Mercedes boss Toto Wolff has admitted the team are still ‘flying in the fog’ with their new car as their disappointing season continued at the Miami Grand Prix.
Wolff conceded the car, which has caused problems for Mercedes drivers in the opening five races of the campaign, was ‘super-difficult to drive on the edge’.
While George Russell and world champion Lewis Hamilton were fifth and sixth respectively in Miami, the result nevertheless marked another frustrating outing for the Mercedes team.
Hamilton is among the drivers to have criticized the car and the Briton said after the race in the American city that the team haven’t been able to improve the vehicle.

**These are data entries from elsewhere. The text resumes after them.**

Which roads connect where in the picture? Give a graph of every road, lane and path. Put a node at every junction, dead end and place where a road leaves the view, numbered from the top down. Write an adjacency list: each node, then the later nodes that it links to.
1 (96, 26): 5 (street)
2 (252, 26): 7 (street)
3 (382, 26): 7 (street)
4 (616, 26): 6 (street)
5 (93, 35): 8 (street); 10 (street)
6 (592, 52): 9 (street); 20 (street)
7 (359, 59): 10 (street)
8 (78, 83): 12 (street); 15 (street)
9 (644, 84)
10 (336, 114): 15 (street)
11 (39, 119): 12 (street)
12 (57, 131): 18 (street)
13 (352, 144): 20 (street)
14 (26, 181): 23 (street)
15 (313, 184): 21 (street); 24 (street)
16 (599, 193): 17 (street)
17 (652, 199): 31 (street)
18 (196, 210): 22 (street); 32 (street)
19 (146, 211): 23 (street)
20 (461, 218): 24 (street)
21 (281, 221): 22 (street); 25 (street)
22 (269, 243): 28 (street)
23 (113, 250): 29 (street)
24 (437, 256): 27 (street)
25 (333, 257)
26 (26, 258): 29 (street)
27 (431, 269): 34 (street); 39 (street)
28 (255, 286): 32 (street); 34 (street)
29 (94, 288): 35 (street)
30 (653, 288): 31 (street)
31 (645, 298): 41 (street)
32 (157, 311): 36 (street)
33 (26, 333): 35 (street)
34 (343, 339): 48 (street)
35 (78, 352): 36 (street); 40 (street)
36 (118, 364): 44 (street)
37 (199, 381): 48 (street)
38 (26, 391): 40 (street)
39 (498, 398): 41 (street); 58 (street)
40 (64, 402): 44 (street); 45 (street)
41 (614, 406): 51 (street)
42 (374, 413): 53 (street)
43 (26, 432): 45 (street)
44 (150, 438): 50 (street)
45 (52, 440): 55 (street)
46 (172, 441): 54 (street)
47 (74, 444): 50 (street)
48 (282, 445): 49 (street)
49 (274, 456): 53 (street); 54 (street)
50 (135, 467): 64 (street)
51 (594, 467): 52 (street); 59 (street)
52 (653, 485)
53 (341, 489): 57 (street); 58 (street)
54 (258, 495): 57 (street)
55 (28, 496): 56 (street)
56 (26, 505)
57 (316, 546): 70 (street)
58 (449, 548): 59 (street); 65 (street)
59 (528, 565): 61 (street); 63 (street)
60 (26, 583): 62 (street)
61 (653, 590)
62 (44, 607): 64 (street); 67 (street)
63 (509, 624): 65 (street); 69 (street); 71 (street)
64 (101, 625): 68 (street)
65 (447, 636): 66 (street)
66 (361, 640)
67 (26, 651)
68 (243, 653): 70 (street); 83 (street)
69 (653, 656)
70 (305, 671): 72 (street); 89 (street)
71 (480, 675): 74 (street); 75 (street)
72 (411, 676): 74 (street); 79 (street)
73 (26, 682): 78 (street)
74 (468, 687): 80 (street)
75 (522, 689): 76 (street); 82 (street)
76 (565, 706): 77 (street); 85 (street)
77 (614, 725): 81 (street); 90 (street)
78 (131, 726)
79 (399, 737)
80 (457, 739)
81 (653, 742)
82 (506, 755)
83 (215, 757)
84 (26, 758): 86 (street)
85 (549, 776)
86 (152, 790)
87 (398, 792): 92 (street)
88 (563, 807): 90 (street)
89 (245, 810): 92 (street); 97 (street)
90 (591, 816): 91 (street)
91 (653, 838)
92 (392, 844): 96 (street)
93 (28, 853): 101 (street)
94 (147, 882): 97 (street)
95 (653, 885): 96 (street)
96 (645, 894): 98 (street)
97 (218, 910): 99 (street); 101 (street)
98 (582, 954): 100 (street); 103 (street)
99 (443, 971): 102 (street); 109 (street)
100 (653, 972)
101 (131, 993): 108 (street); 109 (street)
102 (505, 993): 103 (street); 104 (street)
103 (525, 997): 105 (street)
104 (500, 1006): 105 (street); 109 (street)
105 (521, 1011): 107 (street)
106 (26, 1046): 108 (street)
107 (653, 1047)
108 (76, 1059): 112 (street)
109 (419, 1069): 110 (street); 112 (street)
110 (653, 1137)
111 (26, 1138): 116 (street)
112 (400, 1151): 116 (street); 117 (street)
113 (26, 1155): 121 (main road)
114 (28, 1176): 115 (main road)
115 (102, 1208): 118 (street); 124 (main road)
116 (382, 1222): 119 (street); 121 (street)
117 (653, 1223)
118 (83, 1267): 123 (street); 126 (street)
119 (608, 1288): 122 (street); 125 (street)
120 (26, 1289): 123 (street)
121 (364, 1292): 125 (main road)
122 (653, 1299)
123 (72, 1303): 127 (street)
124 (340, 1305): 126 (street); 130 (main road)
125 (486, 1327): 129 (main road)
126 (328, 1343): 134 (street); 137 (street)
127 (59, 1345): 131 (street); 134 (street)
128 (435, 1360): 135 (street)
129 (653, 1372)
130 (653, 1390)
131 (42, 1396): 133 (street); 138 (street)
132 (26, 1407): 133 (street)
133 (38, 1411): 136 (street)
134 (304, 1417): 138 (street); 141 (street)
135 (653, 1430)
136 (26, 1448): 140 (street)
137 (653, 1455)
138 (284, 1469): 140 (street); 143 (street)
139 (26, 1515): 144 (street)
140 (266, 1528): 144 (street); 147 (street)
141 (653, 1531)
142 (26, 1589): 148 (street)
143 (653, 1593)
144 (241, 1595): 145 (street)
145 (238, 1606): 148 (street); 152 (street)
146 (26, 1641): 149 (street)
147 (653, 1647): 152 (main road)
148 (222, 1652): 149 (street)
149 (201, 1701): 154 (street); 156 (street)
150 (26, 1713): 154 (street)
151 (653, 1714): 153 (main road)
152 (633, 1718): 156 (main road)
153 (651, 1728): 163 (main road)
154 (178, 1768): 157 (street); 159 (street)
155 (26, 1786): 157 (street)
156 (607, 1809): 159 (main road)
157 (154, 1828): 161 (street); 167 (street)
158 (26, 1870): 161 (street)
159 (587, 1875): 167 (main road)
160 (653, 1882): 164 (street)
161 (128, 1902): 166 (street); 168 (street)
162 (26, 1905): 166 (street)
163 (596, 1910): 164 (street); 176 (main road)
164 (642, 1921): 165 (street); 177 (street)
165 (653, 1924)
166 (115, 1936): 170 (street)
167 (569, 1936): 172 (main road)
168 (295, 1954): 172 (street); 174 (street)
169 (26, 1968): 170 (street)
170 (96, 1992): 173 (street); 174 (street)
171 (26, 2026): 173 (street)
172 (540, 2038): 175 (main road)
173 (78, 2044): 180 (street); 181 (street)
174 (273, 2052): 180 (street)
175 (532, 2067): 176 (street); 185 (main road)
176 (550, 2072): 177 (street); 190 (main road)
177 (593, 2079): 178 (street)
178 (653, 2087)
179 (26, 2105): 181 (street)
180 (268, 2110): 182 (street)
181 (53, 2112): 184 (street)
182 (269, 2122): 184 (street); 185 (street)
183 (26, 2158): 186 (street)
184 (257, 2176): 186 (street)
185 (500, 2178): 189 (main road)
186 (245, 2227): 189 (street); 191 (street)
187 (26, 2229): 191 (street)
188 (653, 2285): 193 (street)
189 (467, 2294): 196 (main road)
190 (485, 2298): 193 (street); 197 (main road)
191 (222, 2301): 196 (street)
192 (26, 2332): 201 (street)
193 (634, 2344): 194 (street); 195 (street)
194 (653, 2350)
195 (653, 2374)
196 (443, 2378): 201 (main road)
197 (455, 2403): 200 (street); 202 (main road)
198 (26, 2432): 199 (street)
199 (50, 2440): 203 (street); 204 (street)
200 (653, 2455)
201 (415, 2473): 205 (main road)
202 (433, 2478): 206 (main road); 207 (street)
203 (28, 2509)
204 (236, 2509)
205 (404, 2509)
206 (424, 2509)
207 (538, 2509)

Mercedes have struggled with ‘porpoising’ – when a car bounces up and down – more than most others teams in the first part of the F1 season.
Wolff also claims there is a discrepancy between feedback from the drivers and the data from the car.
‘As a matter of fact, the data sometimes doesn’t show what the drivers tell us,’ he added.
‘Certainly, they have their hands full with a car that is just not at all comfortable to drive, nice to drive or predictable to drive but the data doesn’t show these big swings.
‘We haven’t had this situation before in any of the years that it just didn’t correlate on the screens, what we see, with what the driver feels and that is making it even more difficult.’
Mercedes are third on the constructors leaderboard on 95 points, with Ferrari top on 157.
Russell is the highest-placed Mercedes driver in the F1 championship standings. The British driver is fourth on 59 points, 45 adrift of leader Charles Leclerc of Ferrari.